# What is expected
Down to the last line, set down the material below exactly, excluding pictures.

# Records to process
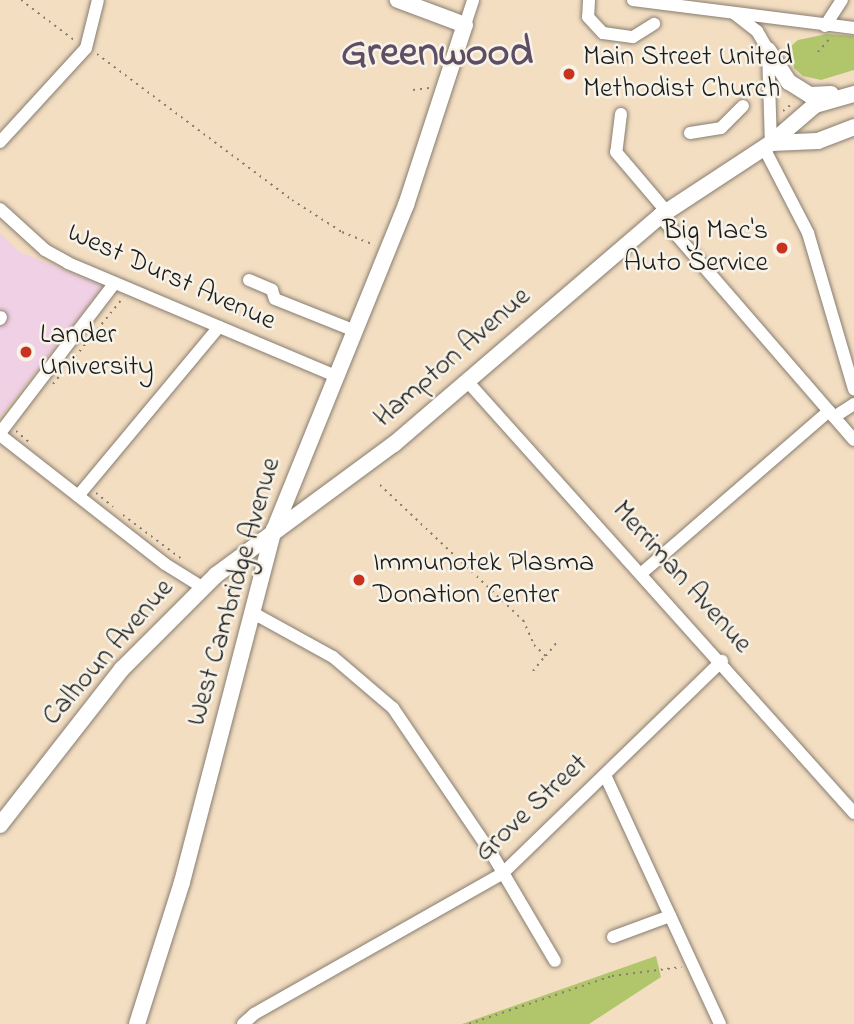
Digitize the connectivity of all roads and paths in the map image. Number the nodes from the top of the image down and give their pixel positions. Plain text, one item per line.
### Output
1 (21, 0) edge
2 (98, 0) edge
3 (398, 0) edge
4 (473, 0) edge
5 (589, 0) edge
6 (633, 0) edge
7 (842, 0) edge
8 (692, 4) edge
9 (733, 14) junction
10 (654, 23) dead end
11 (465, 25) junction
12 (853, 28) edge
13 (829, 29) junction
14 (86, 48) junction
15 (768, 50) junction
16 (818, 52) dead end
17 (425, 87) dead end
18 (414, 90) dead end
19 (854, 94) edge
20 (799, 98) dead end
21 (743, 106) dead end
22 (783, 111) dead end
23 (621, 114) dead end
24 (854, 127) edge
25 (690, 133) dead end
26 (0, 142) edge
27 (767, 145) junction
28 (0, 209) edge
29 (663, 214) junction
30 (378, 246) dead end
31 (249, 280) dead end
32 (114, 284) junction
33 (122, 298) dead end
34 (219, 327) junction
35 (353, 330) junction
36 (333, 375) junction
37 (467, 381) junction
38 (854, 389) edge
39 (46, 393) dead end
40 (854, 404) edge
41 (832, 414) junction
42 (24, 422) dead end
43 (6, 433) edge
44 (854, 440) edge
45 (31, 443) dead end
46 (380, 485) dead end
47 (87, 486) junction
48 (78, 496) junction
49 (274, 530) junction
50 (187, 563) dead end
51 (643, 572) junction
52 (202, 587) junction
53 (255, 614) junction
54 (557, 642) dead end
55 (546, 656) junction
56 (722, 661) junction
57 (533, 671) dead end
58 (605, 775) junction
59 (854, 813) edge
60 (0, 825) edge
61 (503, 873) junction
62 (670, 916) junction
63 (614, 937) dead end
64 (555, 961) dead end
65 (692, 964) junction
66 (137, 1024) edge
67 (243, 1024) edge
68 (469, 1024) edge
69 (720, 1024) edge

1 - 14 path
2 - 14 street
3 - 11 main road
4 - 11 street
5 - 10 street
6 - 8 street
7 - 13 street
8 - 9 street
9 - 13 street
9 - 15 street
11 - 35 main road, West Cambridge Avenue
12 - 13 street
13 - 16 path
14 - 26 street
14 - 30 path
15 - 19 main road
15 - 27 street
17 - 18 path
19 - 27 main road, Hampton Avenue
20 - 22 path
21 - 25 street
23 - 29 street
24 - 27 main road
27 - 29 main road, Hampton Avenue
27 - 38 street
28 - 32 street, West Durst Avenue
29 - 37 main road, Hampton Avenue
29 - 41 street
31 - 35 street
32 - 34 street, West Durst Avenue
32 - 43 street
33 - 39 path
34 - 36 street, West Durst Avenue
34 - 47 street
35 - 36 main road, West Cambridge Avenue
36 - 49 main road, West Cambridge Avenue
37 - 49 main road, Hampton Avenue
37 - 51 street, Merriman Avenue
40 - 41 street
41 - 44 street
41 - 51 street
42 - 43 path
43 - 45 path
43 - 48 street
46 - 55 path
47 - 48 street
47 - 50 path
48 - 52 street
49 - 52 main road, Calhoun Avenue
49 - 53 main road, West Cambridge Avenue
51 - 56 street, Merriman Avenue
52 - 60 main road, Calhoun Avenue
53 - 61 street
53 - 66 main road, West Cambridge Avenue
54 - 55 path
55 - 57 path
56 - 58 street, Grove Street
56 - 59 street, Merriman Avenue
58 - 61 street, Grove Street
58 - 62 street
61 - 64 street
61 - 67 street, Grove Street
62 - 63 street
62 - 65 street
65 - 68 path
65 - 69 street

# Response box
Digitize the connectivity of all roads and paths in the map image. Number the nodes from the top of the image down and give their pixel positions. Plain text, one item per line.
### Output
1 (21, 0) edge
2 (98, 0) edge
3 (398, 0) edge
4 (473, 0) edge
5 (589, 0) edge
6 (633, 0) edge
7 (842, 0) edge
8 (692, 4) edge
9 (733, 14) junction
10 (654, 23) dead end
11 (465, 25) junction
12 (853, 28) edge
13 (829, 29) junction
14 (86, 48) junction
15 (768, 50) junction
16 (818, 52) dead end
17 (425, 87) dead end
18 (414, 90) dead end
19 (854, 94) edge
20 (799, 98) dead end
21 (743, 106) dead end
22 (783, 111) dead end
23 (621, 114) dead end
24 (854, 127) edge
25 (690, 133) dead end
26 (0, 142) edge
27 (767, 145) junction
28 (0, 209) edge
29 (663, 214) junction
30 (378, 246) dead end
31 (249, 280) dead end
32 (114, 284) junction
33 (122, 298) dead end
34 (219, 327) junction
35 (353, 330) junction
36 (333, 375) junction
37 (467, 381) junction
38 (854, 389) edge
39 (46, 393) dead end
40 (854, 404) edge
41 (832, 414) junction
42 (24, 422) dead end
43 (6, 433) edge
44 (854, 440) edge
45 (31, 443) dead end
46 (380, 485) dead end
47 (87, 486) junction
48 (78, 496) junction
49 (274, 530) junction
50 (187, 563) dead end
51 (643, 572) junction
52 (202, 587) junction
53 (255, 614) junction
54 (557, 642) dead end
55 (546, 656) junction
56 (722, 661) junction
57 (533, 671) dead end
58 (605, 775) junction
59 (854, 813) edge
60 (0, 825) edge
61 (503, 873) junction
62 (670, 916) junction
63 (614, 937) dead end
64 (555, 961) dead end
65 (692, 964) junction
66 (137, 1024) edge
67 (243, 1024) edge
68 (469, 1024) edge
69 (720, 1024) edge

1 - 14 path
2 - 14 street
3 - 11 main road
4 - 11 street
5 - 10 street
6 - 8 street
7 - 13 street
8 - 9 street
9 - 13 street
9 - 15 street
11 - 35 main road, West Cambridge Avenue
12 - 13 street
13 - 16 path
14 - 26 street
14 - 30 path
15 - 19 main road
15 - 27 street
17 - 18 path
19 - 27 main road, Hampton Avenue
20 - 22 path
21 - 25 street
23 - 29 street
24 - 27 main road
27 - 29 main road, Hampton Avenue
27 - 38 street
28 - 32 street, West Durst Avenue
29 - 37 main road, Hampton Avenue
29 - 41 street
31 - 35 street
32 - 34 street, West Durst Avenue
32 - 43 street
33 - 39 path
34 - 36 street, West Durst Avenue
34 - 47 street
35 - 36 main road, West Cambridge Avenue
36 - 49 main road, West Cambridge Avenue
37 - 49 main road, Hampton Avenue
37 - 51 street, Merriman Avenue
40 - 41 street
41 - 44 street
41 - 51 street
42 - 43 path
43 - 45 path
43 - 48 street
46 - 55 path
47 - 48 street
47 - 50 path
48 - 52 street
49 - 52 main road, Calhoun Avenue
49 - 53 main road, West Cambridge Avenue
51 - 56 street, Merriman Avenue
52 - 60 main road, Calhoun Avenue
53 - 61 street
53 - 66 main road, West Cambridge Avenue
54 - 55 path
55 - 57 path
56 - 58 street, Grove Street
56 - 59 street, Merriman Avenue
58 - 61 street, Grove Street
58 - 62 street
61 - 64 street
61 - 67 street, Grove Street
62 - 63 street
62 - 65 street
65 - 68 path
65 - 69 street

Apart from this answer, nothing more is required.